SolarWinds urges customers to patch zero-day flaw actively exploited in the wild

Bug affects a pair of IT management tools - Serv-U Managed File Transfer and Serv-U Secure FTP

Software firm SolarWinds has released a patch for a previously unknown zero-day vulnerability that is being currently being exploited by a single threat actor in attacks targeting a limited number of customers.

In a security advisory published on Friday, the company said that the remote code execution (RCE) bug, indexed as CVE-2021-35211, impacts a pair of IT management tools - Serv-U Managed File Transfer and Serv-U Secure FTP - which are used to manage remote file servers.

"The vulnerability exists in the latest Serv-U version 15.2.3 HF1 released May 5, 2021, and all prior versions," the firm stated.

A successful exploit would potentially enable a threat actor to run arbitrary code with privileges.

The attacker could then run or install malicious programmes, as well as view, modify or delete data on the affected machine.

"If SSH is not enabled in the environment, the vulnerability does not exist," SolarWinds said.

"To the best of our understanding, no other SolarWinds products have been affected by this vulnerability."

SolarWinds is unaware of "the identity of the potentially affected customers" and does not have "an estimate of how many customers may be directly affected by the vulnerability".

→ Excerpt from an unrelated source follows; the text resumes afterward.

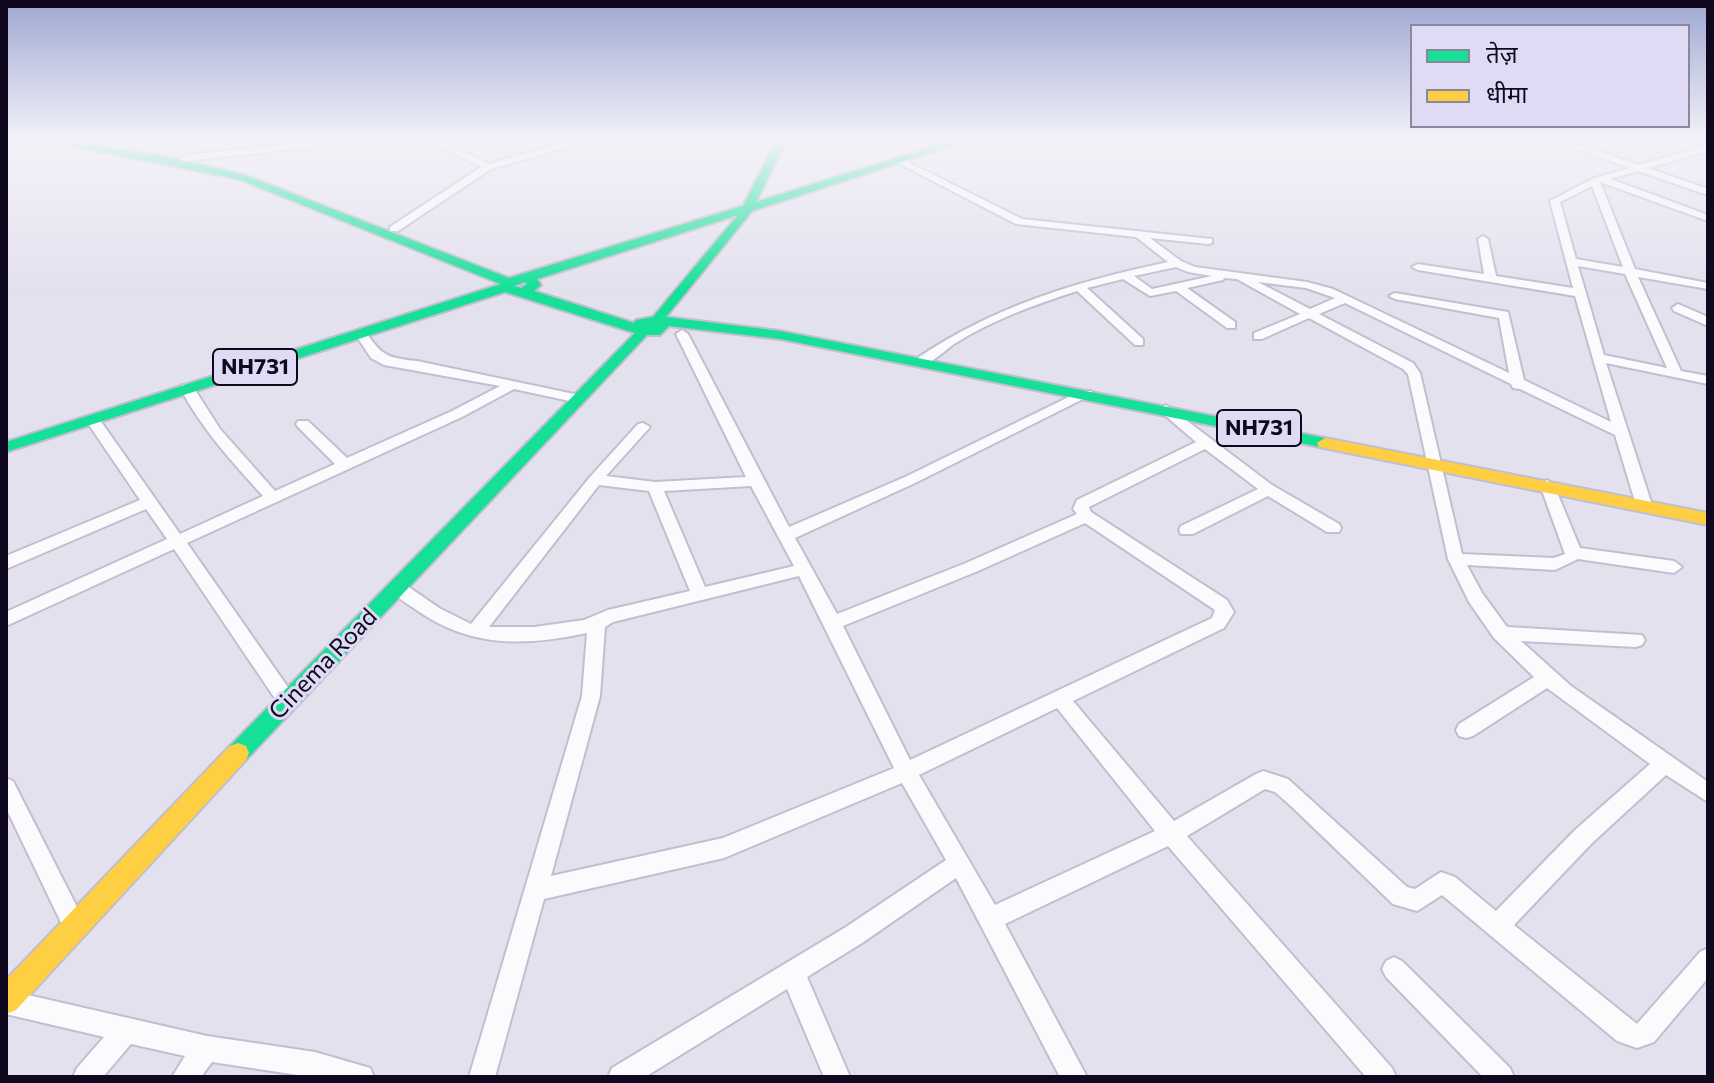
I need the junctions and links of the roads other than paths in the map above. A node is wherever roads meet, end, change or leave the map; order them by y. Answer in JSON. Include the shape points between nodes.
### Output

Microsoft Offensive Security Research and Microsoft Threat Intelligence Center (MSTIC) teams were credited for the discovery of the zero-day flaw.

The company is now urging customers to install its freshly deployed hotfix (Serv-U version 15.2.3 hotfix 2) as soon as possible to prevent the bug from causing undue headaches. Customers of the products need to log into their customer portals to access updates.

SolarWinds has also listed many suggestions for administrators to check if they have been compromised through the zero-day bug.

"Is your environment throwing exceptions? This attack is a Return Oriented Programming (ROP) attack," the advisory says.

"When exploited, the vulnerability causes the Serv-U product to throw an exception and then intercepts the exception handling code to run commands. Please note, several reasons exist for exceptions to be thrown, so an exception itself is not necessarily an indicator of attack."

SolarWinds also says that CVE-2021-35211 is "completely unrelated" to last year's massive cyber espionage campaign in which alleged Russian hackers exploited a vulnerability in SolarWinds' Orion software to break into the computer networks of several government agencies and private firms.

The SolarWinds hack was disclosed in December after the US Treasury Department and the US Department of Commerce's National Telecommunications and Information Administration (NTIA) were found to have been compromised in a massive cyber campaign.

The attackers were able to breach networks after compromising SolarWinds' network monitoring software Orion, which was widely used by various government departments and private companies.

The hackers inserted malicious code into legitimate software updates for the Orion software, which allowed them remote access into the victim's environment.

Multiple US federal agencies confirmed that they were compromised in the SolarWinds supply-chain attack, with the list including:

The White House blamed Russia for the intelligence coup and sanctioned several Russian officials and organisations in April. Russia has denied the allegations, saying it had no involvement in the hack.